## Exercise
Output exactly the line that includes "Road topology of the image" and all the lines after it through the end of the listing below, and nothing more.

## Input material
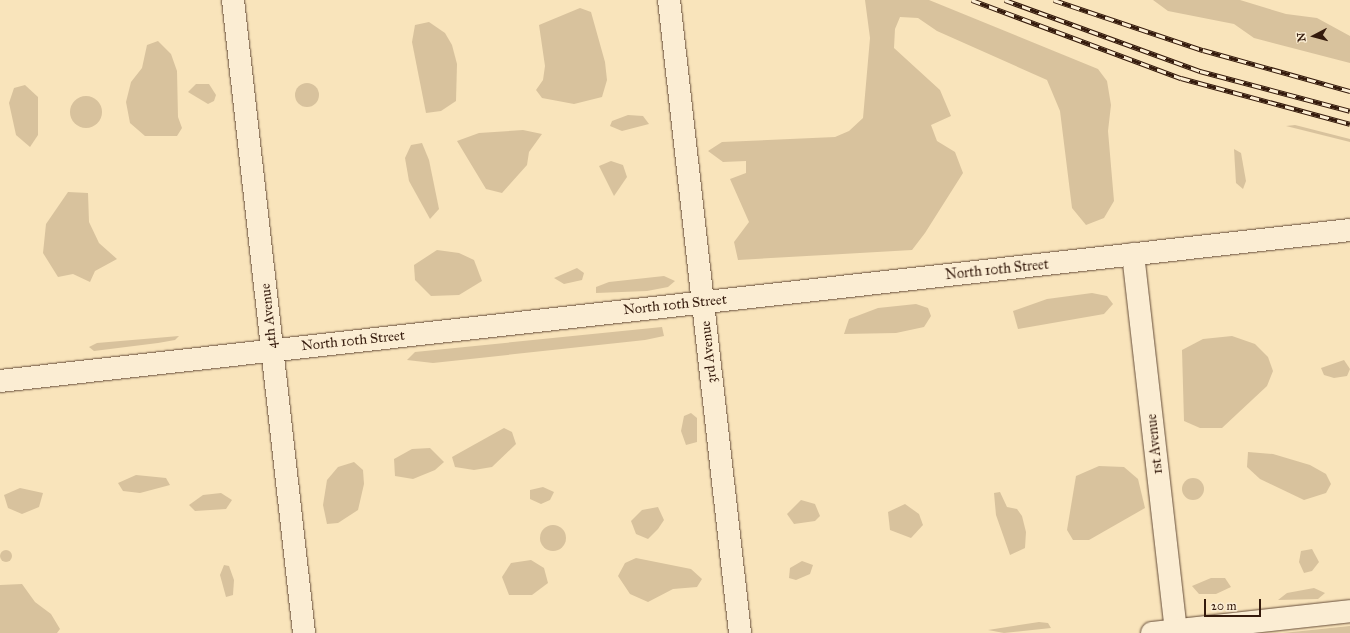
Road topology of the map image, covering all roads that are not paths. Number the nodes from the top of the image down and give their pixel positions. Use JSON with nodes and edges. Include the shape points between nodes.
{"nodes":[{"id":1,"x":233,"y":0,"type":"edge"},
{"id":2,"x":670,"y":0,"type":"edge"},
{"id":3,"x":1350,"y":230,"type":"edge"},
{"id":4,"x":1133,"y":254,"type":"junction"},
{"id":5,"x":704,"y":302,"type":"junction"},
{"id":6,"x":272,"y":350,"type":"junction"},
{"id":7,"x":0,"y":381,"type":"edge"},
{"id":8,"x":1350,"y":611,"type":"edge"},
{"id":9,"x":1176,"y":632,"type":"edge"},
{"id":10,"x":304,"y":633,"type":"edge"},
{"id":11,"x":740,"y":633,"type":"edge"},
{"id":12,"x":1152,"y":633,"type":"edge"}],
"edges":[{"from":1,"to":6,"type":"street","name":"4th Avenue"},
{"from":2,"to":5,"type":"street","name":"3rd Avenue"},
{"from":3,"to":4,"type":"street","name":"North 10th Street"},
{"from":4,"to":5,"type":"street","name":"North 10th Street"},
{"from":4,"to":9,"type":"street","name":"1st Avenue"},
{"from":5,"to":6,"type":"street","name":"North 10th Street"},
{"from":5,"to":11,"type":"street","name":"3rd Avenue"},
{"from":6,"to":7,"type":"street","name":"North 10th Street"},
{"from":6,"to":10,"type":"street","name":"4th Avenue"},
{"from":8,"to":9,"type":"street"},
{"from":9,"to":12,"type":"street"}]}
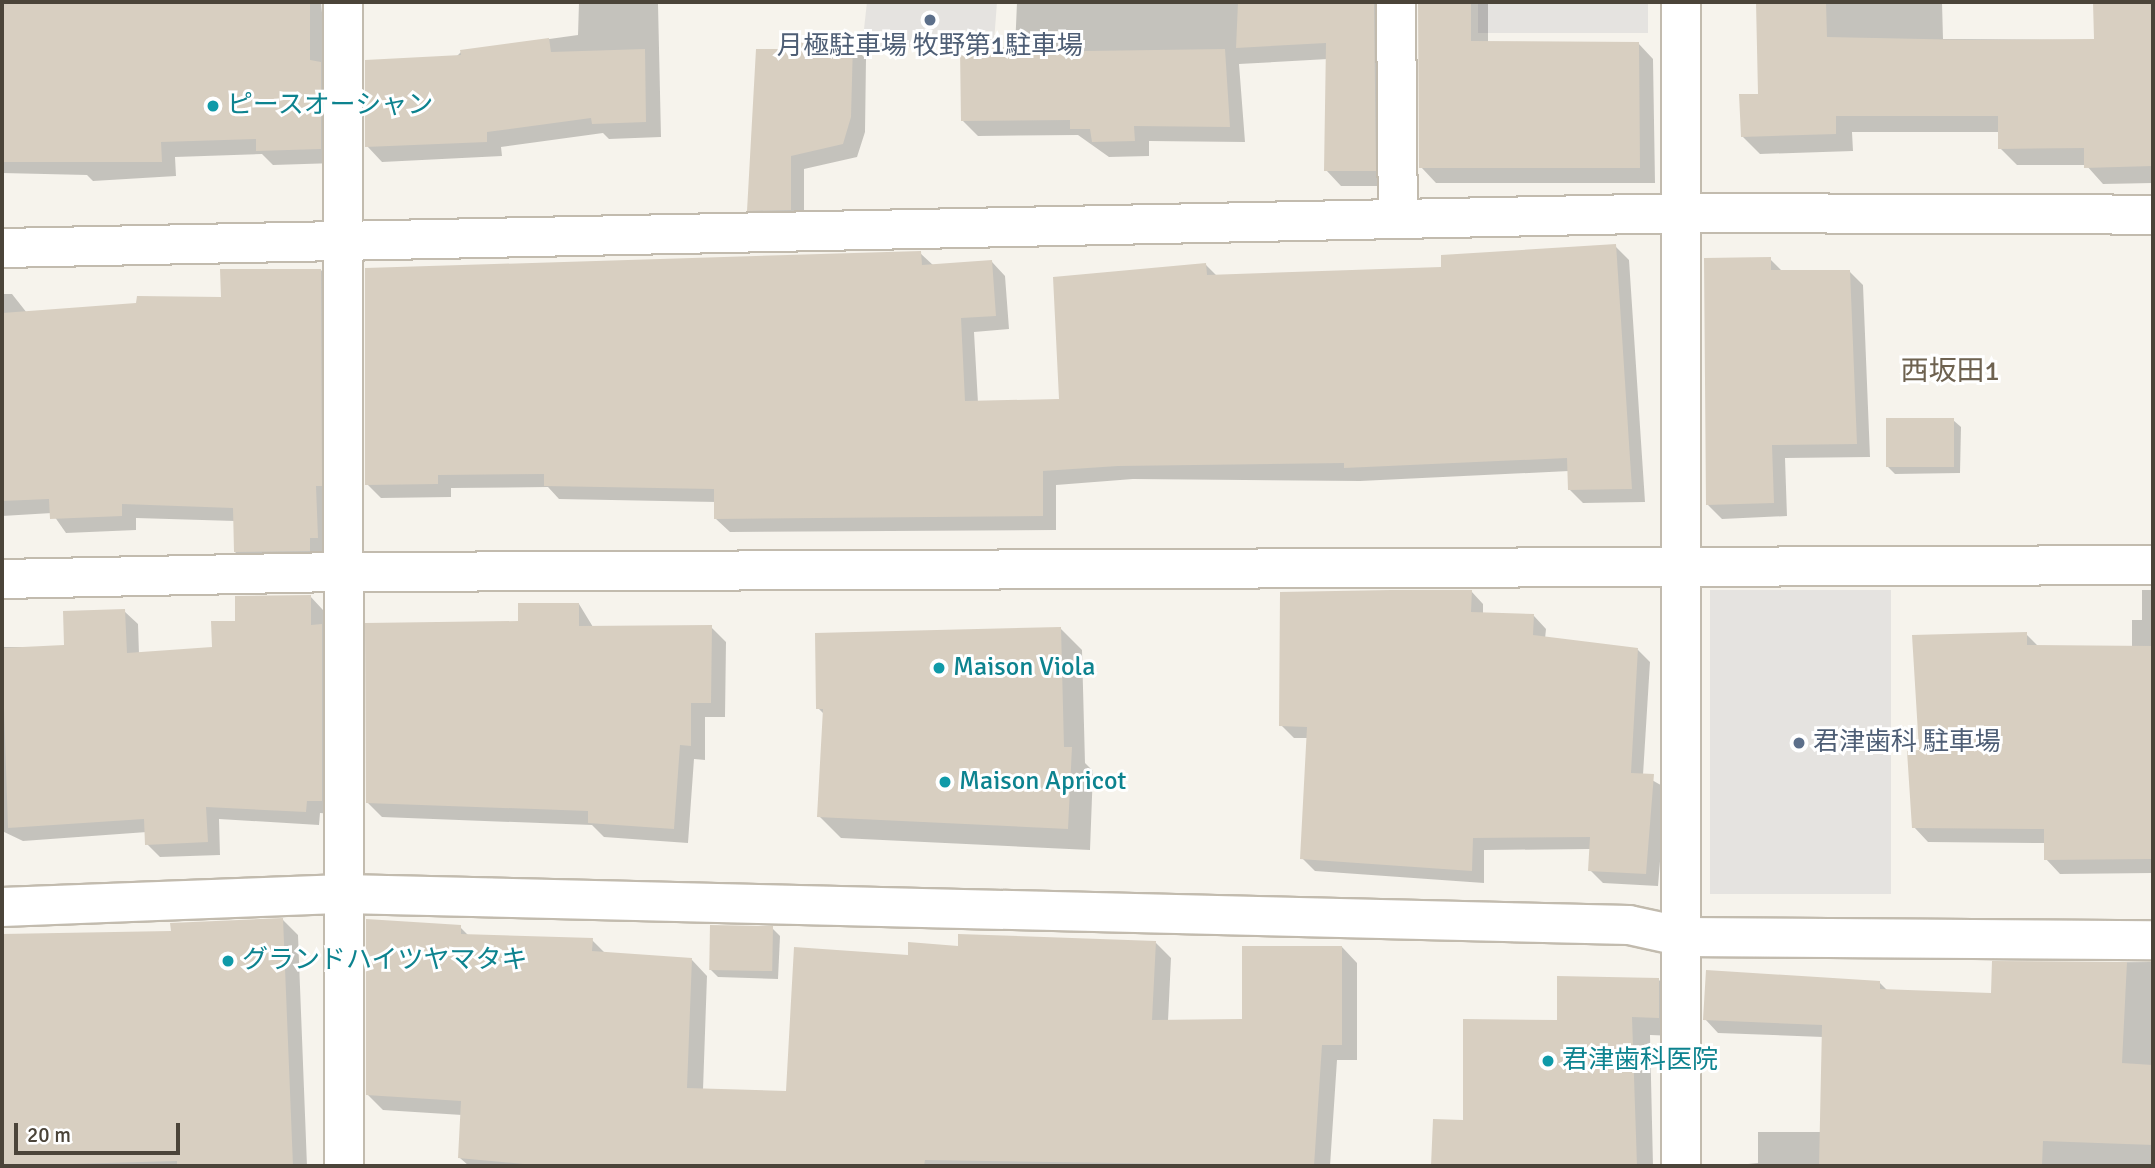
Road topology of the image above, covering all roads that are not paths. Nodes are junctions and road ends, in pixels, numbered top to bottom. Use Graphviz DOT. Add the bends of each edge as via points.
graph roads {
  1 [pos="344,2"];
  2 [pos="1396,2"];
  3 [pos="1681,2"];
  4 [pos="1682,214"];
  5 [pos="2153,215"];
  6 [pos="1398,219"];
  7 [pos="341,242"];
  8 [pos="2,247"];
  9 [pos="1686,564"];
  10 [pos="2153,565"];
  11 [pos="349,572"];
  12 [pos="2,579"];
  13 [pos="344,894"];
  14 [pos="2,906"];
  15 [pos="1684,937"];
  16 [pos="2153,940"];
  17 [pos="344,1166"];
  18 [pos="1681,1166"];
  1 -- 7 [label="street"];
  2 -- 6 [label="street"];
  3 -- 4 [label="street"];
  4 -- 5 [label="street"];
  4 -- 6 [label="street"];
  4 -- 9 [label="street"];
  6 -- 7 [label="street"];
  7 -- 8 [label="street"];
  7 -- 11 [label="street"];
  9 -- 10 [label="street"];
  9 -- 11 [label="street"];
  9 -- 15 [label="street"];
  11 -- 12 [label="street"];
  11 -- 13 [label="street"];
  13 -- 14 [label="street"];
  13 -- 15 [label="street" via="1629,925"];
  13 -- 17 [label="street"];
  15 -- 16 [label="street"];
  15 -- 18 [label="street"];
}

## Task result
Road topology of the image above, covering all roads that are not paths. Nodes are junctions and road ends, in pixels, numbered top to bottom. Use Graphviz DOT. Add the bends of each edge as via points.
graph roads {
  1 [pos="344,2"];
  2 [pos="1396,2"];
  3 [pos="1681,2"];
  4 [pos="1682,214"];
  5 [pos="2153,215"];
  6 [pos="1398,219"];
  7 [pos="341,242"];
  8 [pos="2,247"];
  9 [pos="1686,564"];
  10 [pos="2153,565"];
  11 [pos="349,572"];
  12 [pos="2,579"];
  13 [pos="344,894"];
  14 [pos="2,906"];
  15 [pos="1684,937"];
  16 [pos="2153,940"];
  17 [pos="344,1166"];
  18 [pos="1681,1166"];
  1 -- 7 [label="street"];
  2 -- 6 [label="street"];
  3 -- 4 [label="street"];
  4 -- 5 [label="street"];
  4 -- 6 [label="street"];
  4 -- 9 [label="street"];
  6 -- 7 [label="street"];
  7 -- 8 [label="street"];
  7 -- 11 [label="street"];
  9 -- 10 [label="street"];
  9 -- 11 [label="street"];
  9 -- 15 [label="street"];
  11 -- 12 [label="street"];
  11 -- 13 [label="street"];
  13 -- 14 [label="street"];
  13 -- 15 [label="street" via="1629,925"];
  13 -- 17 [label="street"];
  15 -- 16 [label="street"];
  15 -- 18 [label="street"];
}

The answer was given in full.